Riis chides Brailsford for ‘selfish’ comments about racing worries

The Danish manager threw a barb at his British rival, and insisted that cycling needs to stick together if authorities sign off on the Tour de France.

Bjarne Riis is never one not to speak his mind.

The NTT Pro Cycling manager called out rival Dave Brailsford for being “selfish” following comments that the British manager would sideline Team Ineos during the Tour de France if he felt there were insufficient measures taken to protect riders.

Speaking to journalists on Thursday, the Danish manager said cycling needs to stand united to survive the coronavirus epidemic and work for the common interests of the sport if health authorities give the green light to race a rescheduled Tour, set to begin in late August.

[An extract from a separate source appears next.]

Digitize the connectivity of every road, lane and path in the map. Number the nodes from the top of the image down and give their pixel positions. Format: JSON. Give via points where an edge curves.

“I think the UCI, the teams, [and] the riders should stick together, and do what is best for cycling and not just individuals,” Riis said. “I was not very happy about his comments because I think [they were] selfish. It is not about what is best for them and what they think; it is about what is best for our sport.”

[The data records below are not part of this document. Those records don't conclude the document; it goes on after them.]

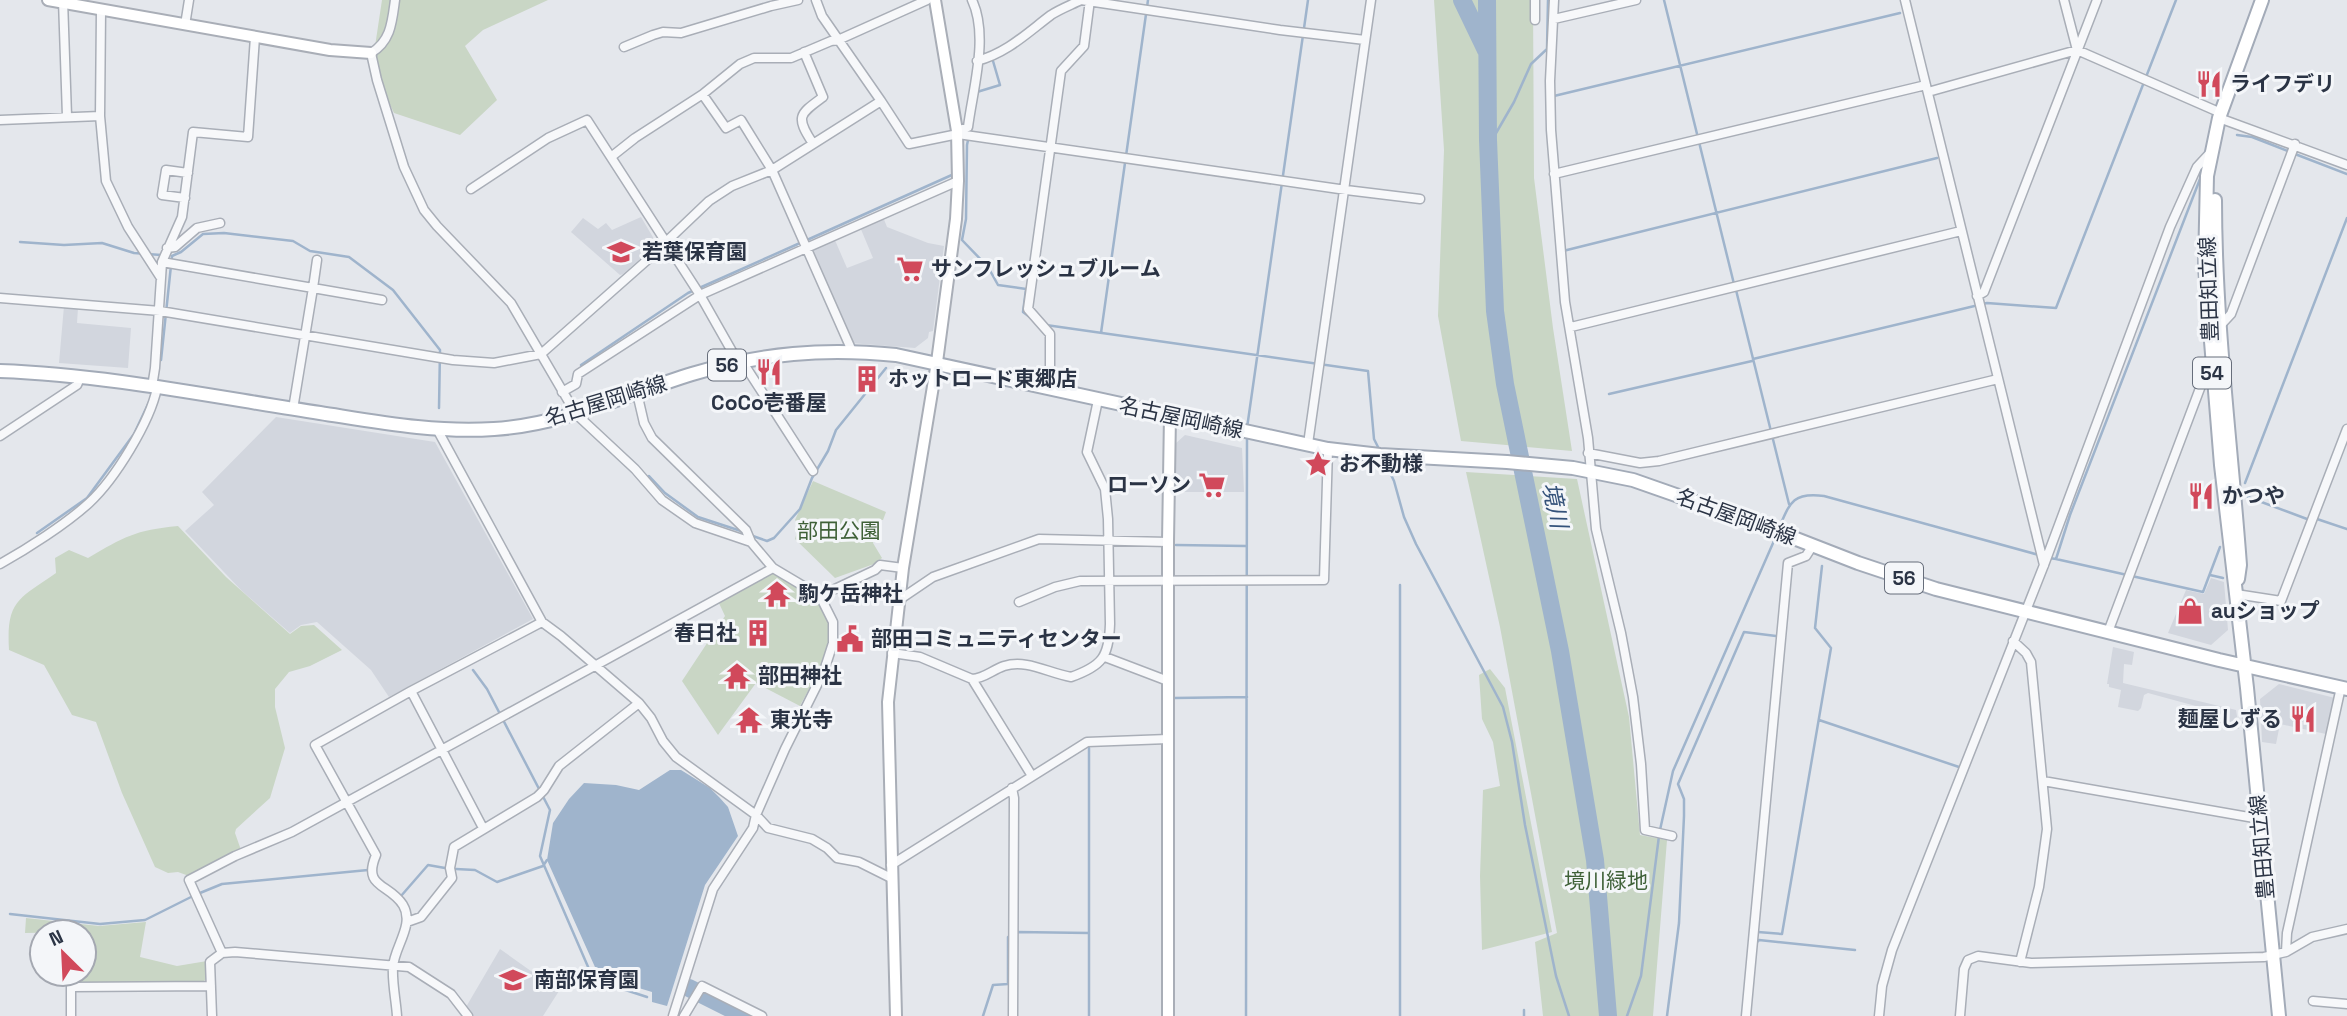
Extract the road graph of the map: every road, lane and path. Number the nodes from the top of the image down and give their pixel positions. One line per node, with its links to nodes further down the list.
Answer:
1 (48, 0): 17 (street)
2 (189, 0): 22 (street)
3 (395, 0): 29 (street)
4 (798, 0): 26 (street)
5 (816, 0): 24 (street)
6 (927, 0): 24 (street)
7 (935, 0): 38 (street)
8 (972, 0): 30 (street)
9 (1371, 0): 25 (street)
10 (1535, 0): 21 (street)
11 (1554, 0): 20 (street)
12 (1636, 0): 20 (street)
13 (1905, 0): 31 (street)
14 (2064, 0): 27 (street)
15 (2097, 0): 27 (street)
16 (2262, 0): 34 (main road, 豊田知立線 / 54)
17 (63, 1): 19 (street); 35 (street)
18 (1090, 1): 25 (street); 30 (street); 41 (street)
19 (101, 11): 22 (street); 36 (street)
20 (1554, 19): 47 (street)
21 (1535, 20)
22 (185, 25): 23 (street)
23 (256, 37): 29 (street); 46 (street)
24 (838, 40): 28 (street); 33 (street)
25 (1365, 40): 50 (street)
26 (624, 47)
27 (2077, 50): 31 (street); 34 (street); 63 (street)
28 (804, 52): 32 (street); 39 (street)
29 (371, 53): 71 (street)
30 (977, 61): 38 (street)
31 (1927, 88): 47 (street); 54 (street)
32 (703, 95): 43 (street); 45 (street)
33 (881, 101): 38 (street); 39 (street)
34 (2220, 115): 40 (street); 42 (main road, 豊田知立線 / 54)
35 (66, 116): 36 (street); 37 (street)
36 (100, 116): 60 (street)
37 (0, 120)
38 (958, 133): 41 (street); 48 (street)
39 (812, 142): 45 (street)
40 (2295, 144): 44 (street); 68 (street)
41 (1051, 148): 50 (street); 79 (street)
42 (2212, 151): 68 (main road, 豊田知立線 / 54); 75 (main road, 豊田知立線 / 54); 99 (street)
43 (611, 157): 49 (street); 55 (street)
44 (2347, 164)
45 (772, 170): 55 (street); 57 (street)
46 (188, 173): 51 (street); 51 (street)
47 (1554, 174): 67 (street)
48 (958, 181): 57 (street); 73 (street)
49 (471, 189)
50 (1346, 190): 52 (street); 89 (street)
51 (185, 198): 56 (street)
52 (1420, 199)
53 (220, 223): 56 (street)
54 (1961, 231): 63 (street); 67 (street)
55 (666, 242): 62 (street); 71 (street)
56 (167, 248): 59 (street)
57 (806, 248): 62 (street); 70 (street)
58 (317, 260): 61 (street)
59 (162, 262): 60 (street); 61 (street)
60 (161, 278): 66 (street)
61 (313, 288): 65 (street); 69 (street)
62 (700, 295): 72 (street); 80 (street)
63 (1977, 296): 77 (street)
64 (0, 298): 66 (street)
65 (382, 300)
66 (160, 311): 69 (street); 78 (street)
67 (1571, 327): 91 (street)
68 (2218, 328): 104 (main road, 豊田知立線 / 54)
69 (305, 337): 71 (street); 83 (street)
70 (852, 351): 72 (main road, 名古屋岡崎線 / 56); 73 (main road, 名古屋岡崎線 / 56)
71 (541, 354): 80 (street)
72 (740, 362): 81 (main road, 名古屋岡崎線 / 56); 92 (street)
73 (937, 362): 79 (main road, 名古屋岡崎線 / 56); 101 (street)
74 (0, 371): 76 (main road, 名古屋岡崎線 / 56)
75 (2213, 375): 104 (main road, 豊田知立線 / 54); 110 (street)
76 (81, 376): 78 (main road, 名古屋岡崎線 / 56); 88 (street)
77 (1998, 379): 91 (street); 99 (street)
78 (154, 387): 83 (main road, 名古屋岡崎線 / 56); 98 (street)
79 (1050, 388): 82 (main road, 名古屋岡崎線 / 56)
80 (562, 392): 84 (street)
81 (637, 393): 84 (main road, 名古屋岡崎線 / 56); 95 (street)
82 (1098, 400): 85 (main road, 名古屋岡崎線 / 56); 94 (street)
83 (293, 409): 86 (main road, 名古屋岡崎線 / 56)
84 (576, 414): 86 (main road, 名古屋岡崎線 / 56); 95 (street)
85 (1170, 415): 89 (main road, 名古屋岡崎線 / 56); 96 (street)
86 (437, 429): 109 (street)
87 (2347, 429): 104 (street)
88 (0, 436)
89 (1308, 444): 90 (main road, 名古屋岡崎線 / 56)
90 (1328, 449): 93 (main road, 名古屋岡崎線 / 56); 103 (street)
91 (1588, 453): 93 (street)
92 (813, 471)
93 (1590, 471): 97 (main road, 名古屋岡崎線 / 56); 130 (street)
94 (1109, 541): 96 (street); 102 (street); 106 (street)
95 (751, 542): 100 (street)
96 (1168, 542): 103 (street)
97 (1812, 545): 108 (main road, 名古屋岡崎線 / 56); 153 (street)
98 (0, 564)
99 (2044, 565): 108 (street)
100 (773, 568): 105 (street); 114 (street)
101 (903, 568): 105 (street); 106 (street)
102 (1110, 579): 103 (street); 107 (street); 113 (street)
103 (1168, 580): 117 (street)
104 (2236, 594): 115 (main road, 豊田知立線 / 54)
105 (820, 596): 127 (street)
106 (900, 600): 112 (street)
107 (1019, 602)
108 (2026, 611): 110 (main road, 名古屋岡崎線 / 56); 111 (street)
109 (542, 622): 114 (street); 119 (street)
110 (2108, 632): 115 (main road, 名古屋岡崎線 / 56)
111 (2013, 641): 124 (street); 154 (street)
112 (892, 653): 116 (street); 131 (street)
113 (1105, 657): 116 (street); 117 (street)
114 (594, 664): 120 (street); 122 (street)
115 (2243, 665): 118 (main road, 名古屋岡崎線 / 56); 128 (main road, 豊田知立線 / 54)
116 (972, 679): 123 (street)
117 (1168, 681): 121 (street)
118 (2344, 688): 135 (street)
119 (411, 691): 122 (street); 126 (street)
120 (639, 703): 127 (street); 129 (street)
121 (1168, 738): 123 (street); 152 (street)
122 (443, 750): 126 (street); 129 (street)
123 (1032, 776): 125 (street)
124 (2043, 781): 128 (street); 138 (street)
125 (1012, 788): 131 (street); 151 (street)
126 (347, 802): 133 (street); 136 (street)
127 (756, 815): 132 (street); 147 (street)
128 (2260, 819): 137 (main road, 豊田知立線 / 54)
129 (483, 828): 133 (street)
130 (1670, 835)
131 (891, 865): 132 (street)
132 (891, 878): 150 (street)
133 (407, 922): 139 (street)
134 (2347, 929): 135 (street)
135 (2286, 952): 137 (street)
136 (222, 953): 139 (street); 140 (street)
137 (2272, 956): 138 (street); 156 (main road, 豊田知立線 / 54)
138 (2020, 962): 155 (street)
139 (393, 967): 145 (street); 146 (street)
140 (211, 986): 143 (street); 144 (street)
141 (2313, 1001): 142 (street)
142 (2347, 1004)
143 (71, 1016)
144 (212, 1016)
145 (397, 1016)
146 (468, 1016)
147 (673, 1016)
148 (684, 1016): 149 (street)
149 (762, 1016)
150 (896, 1016)
151 (1013, 1016)
152 (1168, 1016)
153 (1746, 1016)
154 (1879, 1016)
155 (1960, 1016)
156 (2279, 1016)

The comments reveal what could be a growing fracture within the WorldTour as the sport tries to resume racing after an unprecedented stop of racing since mid-March.

Earlier this month, Brailsford told The Guardian he would consider withdrawing the powerful team from the Tour and other races if he felt conditions were not sufficiently safe to consider resuming racing.

Riis countered that cycling should take its cues from appropriate health authorities and government officials, and act as a unified body among the top teams.

“It’s not up to him to decide,” Riis continued. “Now is the moment cycling should stick together by doing the right thing and not thinking of yourself in terms of what is best for your team, but what is best for the sport.”

The question of safety will only grow as the UCI tries to revive the racing calendar, with competition returning as early as August. A final calendar has yet to be determined, but key stakeholders have mapped out a revised calendar that could see the Tour de France and the other grand tours packed into three months of racing.

In March, as the growing coronavirus crisis tightened its grip across Europe, Team Ineos was among several teams that opted to sideline its racing program as conditions worsened. Ineos did not start Paris-Nice, the final WorldTour event that was held before much of Europe went into lockdown conditions.

Riis said he would defer to the UCI, and Tour organizers ASO, if the Tour is green-lighted by French health authorities.

“I cannot imagine [Tour director] Christian Prudhomme would want to start the Tour not feeling it is safe,” Riis said. “I trust these people to take the right decision. We should follow that. I disagree with Dave Brailsford when he said we should decide if it’s safe or not.”

NTT Pro Cycling was among teams who sent riders to Paris-Nice, which ended one stage early. Riis said Paris-Nice provided a glimpse of what a modified version of the Tour might look like if it starts under conditions of the ongoing COVID-19 pandemic.

“I think Paris-Nice was an excellent test for doing that,” Riis said. “We learned a lot from Paris-Nice, that it was possible to do a race like that. We hope there will be spectators [at the Tour], but if they won’t allow that, they have to do it in a different way and we saw that it was possible.”

Riis reiterated how important it is for cycling to have the Tour de France and other races resume before the season is out. As countries such as France, Italy and Spain start the process of easing restrictions, many are hopeful the peloton will be racing before the year is out.

“I think the most important thing is that we’re able to race,” he said. “Our team is ready to race whenever we need to race.”